Hey all I have a Cub Cadet XT1 that I am having issues with. The tractor starts up without issue runs smoothly. However after around 5 minutes of running it loses all power and propulsion. It will sit with the motor running while the transaxle will wine a bit. I changed out the drive belt with a new one. And I also used a pump to get the oil out of the transaxle which I replaced with 15W50. I'm pretty sure at this point the transaxle needs to be replaced but I don't want to purchase a new one because they seem to all be 600$ or more. I could swap it out for a used one but not many people are selling XT1 for parts.
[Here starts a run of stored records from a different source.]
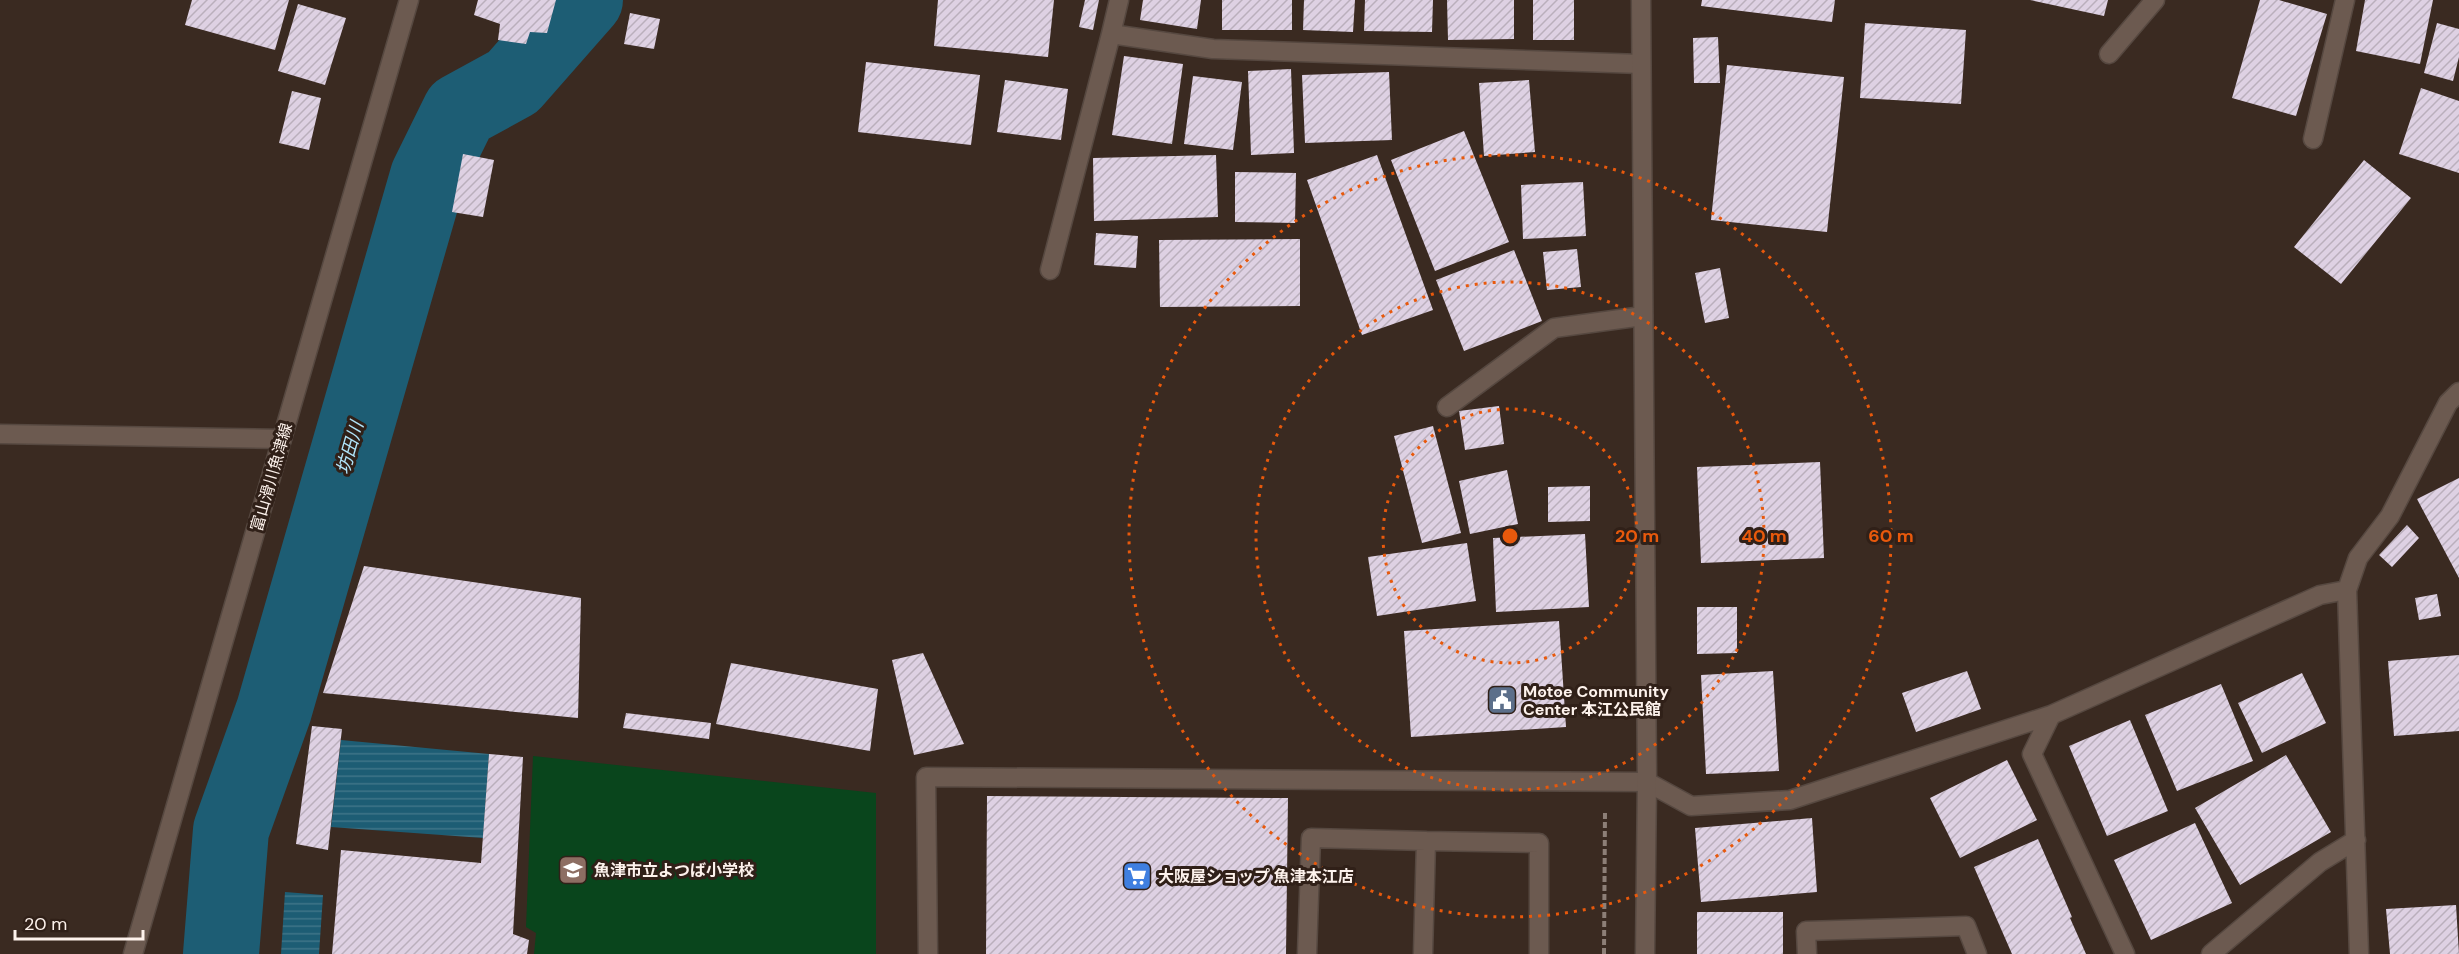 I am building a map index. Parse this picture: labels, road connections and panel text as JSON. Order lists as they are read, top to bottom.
{
  "streets": {
    "street": ["富山滑川魚津線"]
  },
  "water": ["坊田川"],
  "places": {
    "public building": ["Motoe Community Center 本江公民館"],
    "school or university": ["魚津市立よつば小学校"],
    "supermarket": ["大阪屋ショップ 魚津本江店"]
  },
  "scale_bar": "20 m",
  "rings": ["20 m", "40 m", "60 m"]
} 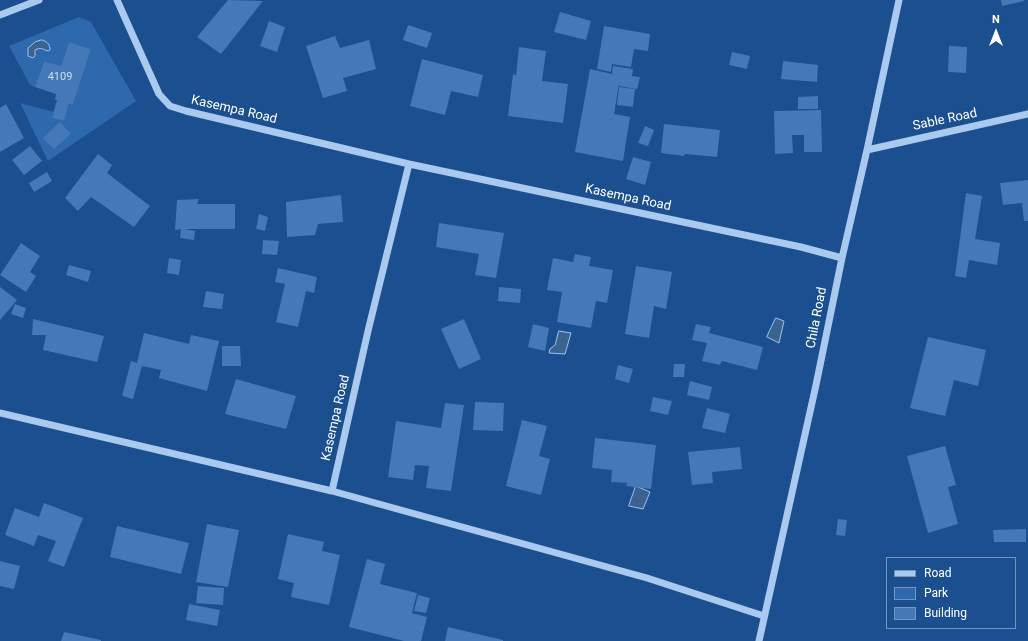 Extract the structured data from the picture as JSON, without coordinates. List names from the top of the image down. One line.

Does anyone know other mowers which use a compatible transaxle? Just don't know what I should do at this point because I can't use the mower until it's repaired and I don't want to buy a new mower.


----------



## BigT (Sep 15, 2014)

Hello Rjd192, welcome to the forum.

According to tractordata.com your transmission is a Tuff Torq K46. Should be readily available from a number of sources.


----------



## Bob Driver (Nov 1, 2017)

Rjd192 said:


> Hey all I have a Cub Cadet XT1 that I am having issues with. The tractor starts up without issue runs smoothly. However after around 5 minutes of running it loses all power and propulsion. It will sit with the motor running while the transaxle will wine a bit. I changed out the drive belt with a new one. And I also used a pump to get the oil out of the transaxle which I replaced with 15W50. I'm pretty sure at this point the transaxle needs to be replaced but I don't want to purchase a new one because they seem to all be 600$ or more. I could swap it out for a used one but not many people are selling XT1 for parts. Does anyone know other mowers which use a compatible transaxle? Just don't know what I should do at this point because I can't use the mower until it's repaired and I don't want to buy a new mower.


Complete K46 rebuild kits run about $350-$400 retail. They aren't that complicated that the average DIY can't tackle the job. So $400 and rebuild it over the weekend with your warranty, or $600 and ride on Tuff Torq's warranty for 24 months....... There are several different OEM's that use a K46, John Deere, Troy-Bilt, Husqvarna. It's probably the most common IHT(integrated hydrostatic transaxle) in use today on lawn equipment


----------